### Exercise requirements
Find the lines in the records that carry the word "Meisenweg". Copy each one.

----

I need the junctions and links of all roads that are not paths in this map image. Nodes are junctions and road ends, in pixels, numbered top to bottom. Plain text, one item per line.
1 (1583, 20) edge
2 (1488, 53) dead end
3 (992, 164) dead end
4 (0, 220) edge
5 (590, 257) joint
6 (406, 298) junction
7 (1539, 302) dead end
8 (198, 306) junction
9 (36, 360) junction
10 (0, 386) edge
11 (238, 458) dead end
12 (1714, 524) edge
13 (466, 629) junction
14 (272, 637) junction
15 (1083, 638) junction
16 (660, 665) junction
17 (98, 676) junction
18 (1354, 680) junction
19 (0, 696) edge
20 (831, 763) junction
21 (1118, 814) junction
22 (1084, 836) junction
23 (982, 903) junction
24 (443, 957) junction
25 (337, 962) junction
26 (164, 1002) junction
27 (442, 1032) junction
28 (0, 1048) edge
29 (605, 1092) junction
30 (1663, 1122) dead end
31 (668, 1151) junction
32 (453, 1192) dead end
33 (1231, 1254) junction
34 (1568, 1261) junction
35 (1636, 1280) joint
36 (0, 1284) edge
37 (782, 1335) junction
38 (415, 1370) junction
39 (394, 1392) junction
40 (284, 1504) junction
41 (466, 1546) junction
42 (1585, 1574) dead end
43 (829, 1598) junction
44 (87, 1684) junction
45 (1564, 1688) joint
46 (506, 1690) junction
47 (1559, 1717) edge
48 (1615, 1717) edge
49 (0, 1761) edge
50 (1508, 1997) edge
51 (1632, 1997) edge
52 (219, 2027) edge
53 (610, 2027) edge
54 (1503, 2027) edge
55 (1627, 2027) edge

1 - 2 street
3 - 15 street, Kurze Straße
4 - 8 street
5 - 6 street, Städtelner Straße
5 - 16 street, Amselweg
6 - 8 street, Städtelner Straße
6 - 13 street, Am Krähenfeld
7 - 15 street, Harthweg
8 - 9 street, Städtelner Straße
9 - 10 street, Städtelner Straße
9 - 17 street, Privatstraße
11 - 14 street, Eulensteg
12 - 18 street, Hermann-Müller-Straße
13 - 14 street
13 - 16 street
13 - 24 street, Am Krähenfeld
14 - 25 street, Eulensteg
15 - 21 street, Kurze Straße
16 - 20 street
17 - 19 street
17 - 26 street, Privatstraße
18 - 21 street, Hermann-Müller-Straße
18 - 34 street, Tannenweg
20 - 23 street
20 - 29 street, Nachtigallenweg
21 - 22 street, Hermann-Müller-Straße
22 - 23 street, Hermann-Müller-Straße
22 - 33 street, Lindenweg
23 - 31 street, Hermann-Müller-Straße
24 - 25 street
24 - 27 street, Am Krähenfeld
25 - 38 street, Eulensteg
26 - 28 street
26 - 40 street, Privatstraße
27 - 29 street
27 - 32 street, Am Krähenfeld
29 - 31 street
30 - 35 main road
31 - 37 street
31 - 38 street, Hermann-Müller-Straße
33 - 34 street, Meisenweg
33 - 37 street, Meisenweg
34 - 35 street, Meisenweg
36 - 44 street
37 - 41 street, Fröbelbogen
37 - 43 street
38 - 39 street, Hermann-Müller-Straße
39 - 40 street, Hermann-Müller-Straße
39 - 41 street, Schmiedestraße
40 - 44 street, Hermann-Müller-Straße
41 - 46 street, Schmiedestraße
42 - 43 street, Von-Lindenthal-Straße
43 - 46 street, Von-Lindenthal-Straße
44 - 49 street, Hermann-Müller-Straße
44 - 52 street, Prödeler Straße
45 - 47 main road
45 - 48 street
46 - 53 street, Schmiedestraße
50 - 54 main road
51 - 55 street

----

### Exercise output
33 - 34 street, Meisenweg
33 - 37 street, Meisenweg
34 - 35 street, Meisenweg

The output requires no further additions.